- Directed by: Errol Taggart
- Screenplay by: Michael Fessier
- Story by: George Harmon Coxe
- Produced by: Michael Fessier Lucien Hubbard
- Starring: Stuart Erwin Paul Kelly Florence Rice Margaret Irving Cy Kendall John Harrington
- Cinematography: Oliver T. Marsh
- Edited by: Conrad A. Nervig
- Music by: Score: Edward Ward Songs: Walter Donaldson (music) Harold Adamson (lyrics)
- Production company: Metro-Goldwyn-Mayer
- Distributed by: Metro-Goldwyn-Mayer
- Release date: July 31, 1936;
- Running time: 58 minutes
- Country: United States
- Language: English

= Women Are Trouble =

1936 film by Errol Taggart

Women Are Trouble is a 1936 American crime film directed by Errol Taggart and written by Michael Fessier. The film stars Stuart Erwin, Paul Kelly, Florence Rice, Margaret Irving, Cy Kendall, and John Harrington.

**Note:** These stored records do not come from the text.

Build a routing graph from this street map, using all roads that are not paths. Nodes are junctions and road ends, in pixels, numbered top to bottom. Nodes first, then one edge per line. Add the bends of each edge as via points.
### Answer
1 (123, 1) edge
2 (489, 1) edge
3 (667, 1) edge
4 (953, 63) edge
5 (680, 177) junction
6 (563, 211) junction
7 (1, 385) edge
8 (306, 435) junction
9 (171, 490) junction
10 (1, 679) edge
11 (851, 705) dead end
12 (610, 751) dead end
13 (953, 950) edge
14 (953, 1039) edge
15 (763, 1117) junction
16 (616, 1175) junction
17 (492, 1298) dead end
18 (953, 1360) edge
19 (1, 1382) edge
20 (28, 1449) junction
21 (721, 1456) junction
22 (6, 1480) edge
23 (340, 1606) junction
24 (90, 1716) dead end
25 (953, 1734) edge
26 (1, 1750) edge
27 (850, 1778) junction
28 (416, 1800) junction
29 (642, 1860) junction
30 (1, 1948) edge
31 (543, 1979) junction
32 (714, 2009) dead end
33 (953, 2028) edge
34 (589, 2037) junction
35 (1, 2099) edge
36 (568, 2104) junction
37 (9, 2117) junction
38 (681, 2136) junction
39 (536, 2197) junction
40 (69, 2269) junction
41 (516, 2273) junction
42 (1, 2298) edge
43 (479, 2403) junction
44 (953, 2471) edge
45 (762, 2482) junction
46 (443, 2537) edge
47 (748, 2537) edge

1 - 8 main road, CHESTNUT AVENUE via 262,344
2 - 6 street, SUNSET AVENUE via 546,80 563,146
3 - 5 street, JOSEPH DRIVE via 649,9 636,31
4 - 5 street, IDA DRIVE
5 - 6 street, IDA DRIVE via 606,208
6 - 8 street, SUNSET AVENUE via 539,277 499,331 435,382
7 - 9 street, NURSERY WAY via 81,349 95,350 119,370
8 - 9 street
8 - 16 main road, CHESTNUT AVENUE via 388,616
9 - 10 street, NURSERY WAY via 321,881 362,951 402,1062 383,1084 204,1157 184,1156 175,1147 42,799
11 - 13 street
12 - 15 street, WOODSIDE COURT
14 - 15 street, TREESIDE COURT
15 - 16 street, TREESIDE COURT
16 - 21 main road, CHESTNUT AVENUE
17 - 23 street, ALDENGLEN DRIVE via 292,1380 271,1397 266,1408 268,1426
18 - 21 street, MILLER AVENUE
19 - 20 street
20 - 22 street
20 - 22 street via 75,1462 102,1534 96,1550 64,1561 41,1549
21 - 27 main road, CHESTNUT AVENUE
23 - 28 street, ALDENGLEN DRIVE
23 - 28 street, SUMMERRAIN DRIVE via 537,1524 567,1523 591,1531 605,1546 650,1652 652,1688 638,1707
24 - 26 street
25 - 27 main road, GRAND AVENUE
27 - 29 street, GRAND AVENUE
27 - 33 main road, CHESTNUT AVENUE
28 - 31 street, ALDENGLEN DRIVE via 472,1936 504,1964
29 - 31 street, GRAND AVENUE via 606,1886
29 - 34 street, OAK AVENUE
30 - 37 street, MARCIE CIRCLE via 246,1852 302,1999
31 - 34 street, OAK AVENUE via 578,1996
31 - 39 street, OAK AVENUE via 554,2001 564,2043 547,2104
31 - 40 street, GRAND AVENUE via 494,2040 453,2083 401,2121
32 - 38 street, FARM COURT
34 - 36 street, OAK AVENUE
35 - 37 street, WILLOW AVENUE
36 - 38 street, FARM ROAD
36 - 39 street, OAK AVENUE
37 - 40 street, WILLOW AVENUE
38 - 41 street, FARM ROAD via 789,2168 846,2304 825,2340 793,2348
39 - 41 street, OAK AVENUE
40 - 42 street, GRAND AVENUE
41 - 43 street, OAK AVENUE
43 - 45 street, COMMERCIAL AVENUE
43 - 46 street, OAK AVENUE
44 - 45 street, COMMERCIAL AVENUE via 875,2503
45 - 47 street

The film was released on July 31, 1936, by Metro-Goldwyn-Mayer.

==Cast==
- Stuart Erwin as Matt Casey
- Paul Kelly as Bill Blaine
- Florence Rice as Ruth Nolan
- Margaret Irving as Frances Blaine
- Cy Kendall as Inspector Matson
- John Harrington as Gleason
- Harold Huber as Pete the Pusher
- Kitty McHugh as Della Murty
- Raymond Hatton as Joe Murty
- George Chandler as Reporter

==Critical reception==
Lionel Collier, for the British magazine Picturegoer, described the film as "quite an entertaining blend of thrills and comedy, put over by an accomplished cast, and directed in a polished and actionful manner." He provided a positive assessment of the three principal cast members, and wrote, "Stuart Erwin is in good form as a lazy, wisecracking reporter … An excellent study of a sarcastic news editor comes from Paul Kelly, and Florence Rice is intelligent and responsive as the woman reporter. Her performance here puts her in the forefront of comedy artistes."